(Collection entries)
┌────────

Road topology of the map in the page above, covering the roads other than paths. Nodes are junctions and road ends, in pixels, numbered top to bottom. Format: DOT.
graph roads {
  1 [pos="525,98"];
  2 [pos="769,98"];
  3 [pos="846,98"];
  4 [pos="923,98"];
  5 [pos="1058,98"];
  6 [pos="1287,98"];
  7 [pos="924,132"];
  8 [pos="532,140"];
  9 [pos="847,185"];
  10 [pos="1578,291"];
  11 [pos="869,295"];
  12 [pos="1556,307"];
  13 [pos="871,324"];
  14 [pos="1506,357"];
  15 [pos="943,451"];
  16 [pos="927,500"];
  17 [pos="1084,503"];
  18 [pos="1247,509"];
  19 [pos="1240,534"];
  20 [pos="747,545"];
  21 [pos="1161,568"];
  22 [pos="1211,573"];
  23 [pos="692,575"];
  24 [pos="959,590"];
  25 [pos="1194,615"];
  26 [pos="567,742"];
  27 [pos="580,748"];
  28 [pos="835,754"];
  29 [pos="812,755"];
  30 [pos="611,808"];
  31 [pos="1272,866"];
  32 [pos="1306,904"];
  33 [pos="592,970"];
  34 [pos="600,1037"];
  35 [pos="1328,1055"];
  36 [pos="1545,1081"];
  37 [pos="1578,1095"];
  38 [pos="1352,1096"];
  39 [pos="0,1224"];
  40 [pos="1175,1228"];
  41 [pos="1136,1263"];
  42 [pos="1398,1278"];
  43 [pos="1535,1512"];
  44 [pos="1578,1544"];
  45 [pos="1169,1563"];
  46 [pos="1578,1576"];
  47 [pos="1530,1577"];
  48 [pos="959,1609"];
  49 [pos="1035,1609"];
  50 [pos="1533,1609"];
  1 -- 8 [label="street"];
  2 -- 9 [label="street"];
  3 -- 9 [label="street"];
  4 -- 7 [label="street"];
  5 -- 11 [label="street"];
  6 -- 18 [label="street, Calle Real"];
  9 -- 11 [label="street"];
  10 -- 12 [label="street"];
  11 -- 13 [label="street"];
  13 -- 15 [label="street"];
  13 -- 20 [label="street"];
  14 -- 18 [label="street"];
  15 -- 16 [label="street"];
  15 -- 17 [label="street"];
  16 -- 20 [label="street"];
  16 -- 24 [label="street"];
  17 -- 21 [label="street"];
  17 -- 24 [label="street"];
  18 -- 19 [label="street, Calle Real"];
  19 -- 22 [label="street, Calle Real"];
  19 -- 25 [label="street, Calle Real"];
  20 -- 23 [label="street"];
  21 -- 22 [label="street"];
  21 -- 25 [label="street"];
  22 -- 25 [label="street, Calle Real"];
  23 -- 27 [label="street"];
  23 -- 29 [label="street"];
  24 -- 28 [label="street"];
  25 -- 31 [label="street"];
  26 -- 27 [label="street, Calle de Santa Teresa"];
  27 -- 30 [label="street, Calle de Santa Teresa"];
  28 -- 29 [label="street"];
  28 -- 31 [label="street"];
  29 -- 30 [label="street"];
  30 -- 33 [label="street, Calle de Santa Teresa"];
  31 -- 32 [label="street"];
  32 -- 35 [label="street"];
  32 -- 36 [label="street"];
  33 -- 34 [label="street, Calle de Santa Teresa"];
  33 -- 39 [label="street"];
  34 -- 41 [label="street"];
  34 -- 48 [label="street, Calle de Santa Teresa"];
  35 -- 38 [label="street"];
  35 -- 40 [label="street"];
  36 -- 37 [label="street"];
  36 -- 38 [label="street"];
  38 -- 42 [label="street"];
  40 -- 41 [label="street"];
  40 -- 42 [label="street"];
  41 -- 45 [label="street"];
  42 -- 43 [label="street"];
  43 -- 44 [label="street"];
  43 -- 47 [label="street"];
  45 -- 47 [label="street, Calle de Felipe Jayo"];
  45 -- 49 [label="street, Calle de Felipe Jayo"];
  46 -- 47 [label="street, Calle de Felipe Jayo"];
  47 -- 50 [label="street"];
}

└────────

» **WORK REQUEST**
An exact repeat of all the entries above is required.

» **OUTPUT FOR THIS TASK**
Road topology of the map in the page above, covering the roads other than paths. Nodes are junctions and road ends, in pixels, numbered top to bottom. Format: DOT.
graph roads {
  1 [pos="525,98"];
  2 [pos="769,98"];
  3 [pos="846,98"];
  4 [pos="923,98"];
  5 [pos="1058,98"];
  6 [pos="1287,98"];
  7 [pos="924,132"];
  8 [pos="532,140"];
  9 [pos="847,185"];
  10 [pos="1578,291"];
  11 [pos="869,295"];
  12 [pos="1556,307"];
  13 [pos="871,324"];
  14 [pos="1506,357"];
  15 [pos="943,451"];
  16 [pos="927,500"];
  17 [pos="1084,503"];
  18 [pos="1247,509"];
  19 [pos="1240,534"];
  20 [pos="747,545"];
  21 [pos="1161,568"];
  22 [pos="1211,573"];
  23 [pos="692,575"];
  24 [pos="959,590"];
  25 [pos="1194,615"];
  26 [pos="567,742"];
  27 [pos="580,748"];
  28 [pos="835,754"];
  29 [pos="812,755"];
  30 [pos="611,808"];
  31 [pos="1272,866"];
  32 [pos="1306,904"];
  33 [pos="592,970"];
  34 [pos="600,1037"];
  35 [pos="1328,1055"];
  36 [pos="1545,1081"];
  37 [pos="1578,1095"];
  38 [pos="1352,1096"];
  39 [pos="0,1224"];
  40 [pos="1175,1228"];
  41 [pos="1136,1263"];
  42 [pos="1398,1278"];
  43 [pos="1535,1512"];
  44 [pos="1578,1544"];
  45 [pos="1169,1563"];
  46 [pos="1578,1576"];
  47 [pos="1530,1577"];
  48 [pos="959,1609"];
  49 [pos="1035,1609"];
  50 [pos="1533,1609"];
  1 -- 8 [label="street"];
  2 -- 9 [label="street"];
  3 -- 9 [label="street"];
  4 -- 7 [label="street"];
  5 -- 11 [label="street"];
  6 -- 18 [label="street, Calle Real"];
  9 -- 11 [label="street"];
  10 -- 12 [label="street"];
  11 -- 13 [label="street"];
  13 -- 15 [label="street"];
  13 -- 20 [label="street"];
  14 -- 18 [label="street"];
  15 -- 16 [label="street"];
  15 -- 17 [label="street"];
  16 -- 20 [label="street"];
  16 -- 24 [label="street"];
  17 -- 21 [label="street"];
  17 -- 24 [label="street"];
  18 -- 19 [label="street, Calle Real"];
  19 -- 22 [label="street, Calle Real"];
  19 -- 25 [label="street, Calle Real"];
  20 -- 23 [label="street"];
  21 -- 22 [label="street"];
  21 -- 25 [label="street"];
  22 -- 25 [label="street, Calle Real"];
  23 -- 27 [label="street"];
  23 -- 29 [label="street"];
  24 -- 28 [label="street"];
  25 -- 31 [label="street"];
  26 -- 27 [label="street, Calle de Santa Teresa"];
  27 -- 30 [label="street, Calle de Santa Teresa"];
  28 -- 29 [label="street"];
  28 -- 31 [label="street"];
  29 -- 30 [label="street"];
  30 -- 33 [label="street, Calle de Santa Teresa"];
  31 -- 32 [label="street"];
  32 -- 35 [label="street"];
  32 -- 36 [label="street"];
  33 -- 34 [label="street, Calle de Santa Teresa"];
  33 -- 39 [label="street"];
  34 -- 41 [label="street"];
  34 -- 48 [label="street, Calle de Santa Teresa"];
  35 -- 38 [label="street"];
  35 -- 40 [label="street"];
  36 -- 37 [label="street"];
  36 -- 38 [label="street"];
  38 -- 42 [label="street"];
  40 -- 41 [label="street"];
  40 -- 42 [label="street"];
  41 -- 45 [label="street"];
  42 -- 43 [label="street"];
  43 -- 44 [label="street"];
  43 -- 47 [label="street"];
  45 -- 47 [label="street, Calle de Felipe Jayo"];
  45 -- 49 [label="street, Calle de Felipe Jayo"];
  46 -- 47 [label="street, Calle de Felipe Jayo"];
  47 -- 50 [label="street"];
}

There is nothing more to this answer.